Jan 20, 2006 8:39 am US/Eastern
TV Exclusive: Stepfather Describes Girl's Torture
Says He Tied Her Up, But Doesn't Talk About Her Death
by Pablo Guzmán
NEW YORK (CBS) ―
A pool of three reporters from a group that included the Post, Newsday, the Times, the Daily News, and myself, for Channel 2, sat with Cesar Rodriguez in a small office at Rikers Island late this afternoon for what turned out to be a wide-ranging interview, centered around him trying to make people understand why he did what he did to Nixzmary.
Since I spent a large chunk of the day at another part of Rikers trying to speak with Nixzmary's mother, I was not one of the three reporters in the room. But we all met immediately afterwards to compare notes.
"He wasn't disheveled," Lisa Muòoz of the Daily News said. "But he did seem...languid. Low key. His responses were measured. And, we spoke in English."
A corrections officer with a video camera recorded his transport to and from the room. If this guy tripped or fell, they wanted to show it was an accident.
Rodriguez, though, said he hasn't entirely escaped injury since his arrest. "I got hit by other prisoners when I was in holding in Brooklyn, going to court. And I got sucker punched by another prisoner in Bellevue."
He said a guard at Bellevue threw a copy of yesterday's Daily News front page at him and said, "Are you happy now?"
"I have a lot of guilt. I'm sorry for all that happened. I have a problem with my emotions. It builds up; and I hold it all in. I emotionally just burst."
He wanted us to understand it was Nixzmary's fault: she just wouldn't listen. He ran through a litany of what he called her "mischief."
She cut her brothers' and sister's hair. She threw her mother's books. She bothered the cat. She threw the kids' toys. She stole money. She burned the 6-month-old baby's leg with a lighter.
"I hit her like this --- " he shows a fist --- "but not with the knuckles. On the legs. In her back."
Asked about how she once got a black eye, he said, "I probably used too much force."
"One time, the 1-year-old put his hand in a bottle of bleach. I smacked his hand. He never did it again. If a 1-year-old could learn, why not her?"

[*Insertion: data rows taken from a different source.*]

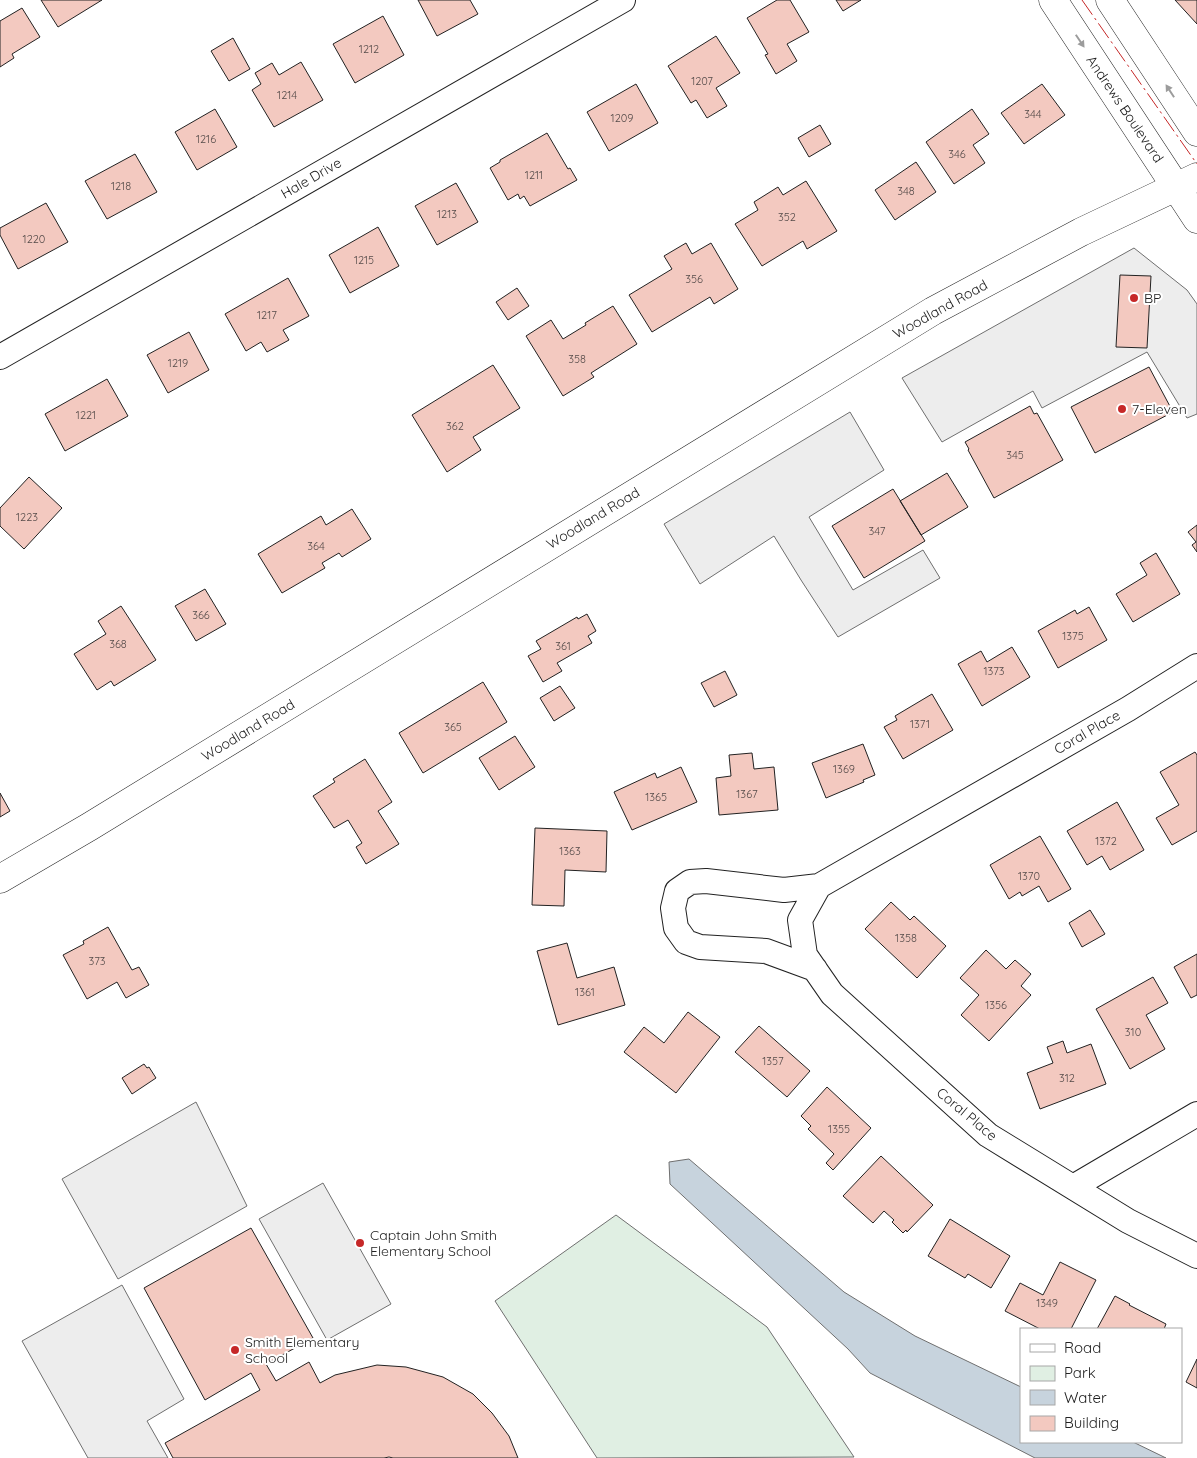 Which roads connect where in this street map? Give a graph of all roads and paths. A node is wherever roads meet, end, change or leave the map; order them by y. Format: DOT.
graph roads {
  1 [pos="623,0"];
  2 [pos="1053,0"];
  3 [pos="1110,0"];
  4 [pos="1197,132"];
  5 [pos="1187,182"];
  6 [pos="1197,219"];
  7 [pos="0,357"];
  8 [pos="1197,666"];
  9 [pos="0,879"];
  10 [pos="819,886"];
  11 [pos="815,969"];
  12 [pos="1197,1114"];
  13 [pos="1073,1187"];
  14 [pos="1197,1256"];
  1 -- 7 [label="street, Hale Drive"];
  2 -- 5 [label="main road, Andrews Boulevard, one-way"];
  4 -- 3 [label="main road, one-way"];
  5 -- 6 [label="main road, Andrews Boulevard"];
  5 -- 9 [label="main road, Woodland Road"];
  8 -- 10 [label="street, Coral Place"];
  10 -- 11 [label="street, Coral Place"];
  10 -- 11 [label="street, Coral Place"];
  11 -- 13 [label="street, Coral Place"];
  12 -- 13 [label="street"];
  13 -- 14 [label="street, Coral Place"];
} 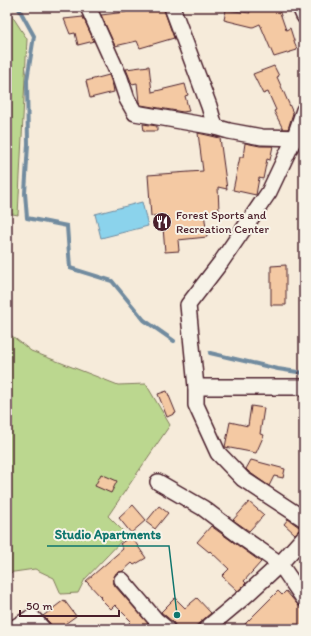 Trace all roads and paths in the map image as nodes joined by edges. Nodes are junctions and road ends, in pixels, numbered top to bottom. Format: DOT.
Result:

About tying her to the chair: "I used a rope. But when I saw it left marks, I tried to make it not hurt. I used duct tape, and put it over her arms over a long sweater, so it wouldn't mark her. And next to the chair, I put a table, with a pillow, so she could rest her head while she slept.
"I told her (tying her to the chair) was for her own good.
"I would have to lock her in that room at night, to protect myself and the kids. So I could sleep."
He denied abusing her sexually.
"I'm a good father. I took them shopping. I took this family in, and I fed them.
"When I was growing up, my mother used to beat me with a belt until she couldn't raise her arm anymore."
Rodriguez says the man he thought was his father turned out to be his stepfather, "but he never hit me."
He said that he got so exasperated with Nixzmary, he wanted to give her away, "leave her at the precinct."
When the caseworkers from the city's Child Services agency finally arrived, after the school called the child abuse hot line, Rodriguez says he asked them and the school for advice on how to handle Nixzmary, but didn't get it (ACS says they will not comment on anything Rodriguez says in jail). He says he told a female caseworker he wanted to give her to her maternal grandmother in Puerto Rico, but that the caseworker told him, "No, don't do it. You're going to regret it. She's going to end up hating you."
Rodriguez says things in the home took a final, worse turn after a series of bad events: Nixzmary's mother miscarried; he lost his job as a security guard after being told to take a few days with his wife; they couldn't get the kids anything for Christmas; the cable was cut; he was home all the time, and Nixzmary's behavior was ticking him off.
"I felt like this" (he clenches a fist, and brings it from afar, to his chest).
"Everything was closing in."
He beat Nixzmary more, he admits, but nothing changed. He said she would be silent, mostly, during the beatings, like she was trying to defy or stand up to him.
He didn't want to go into details about the murder -- "I'm on a hot seat" -- but says he talks to her ghost at night: "I ask her why she had to put me through so much trouble." He looks down, wrings his hands, and cries for the first time. "I tell her that I'm sorry, and that I love her."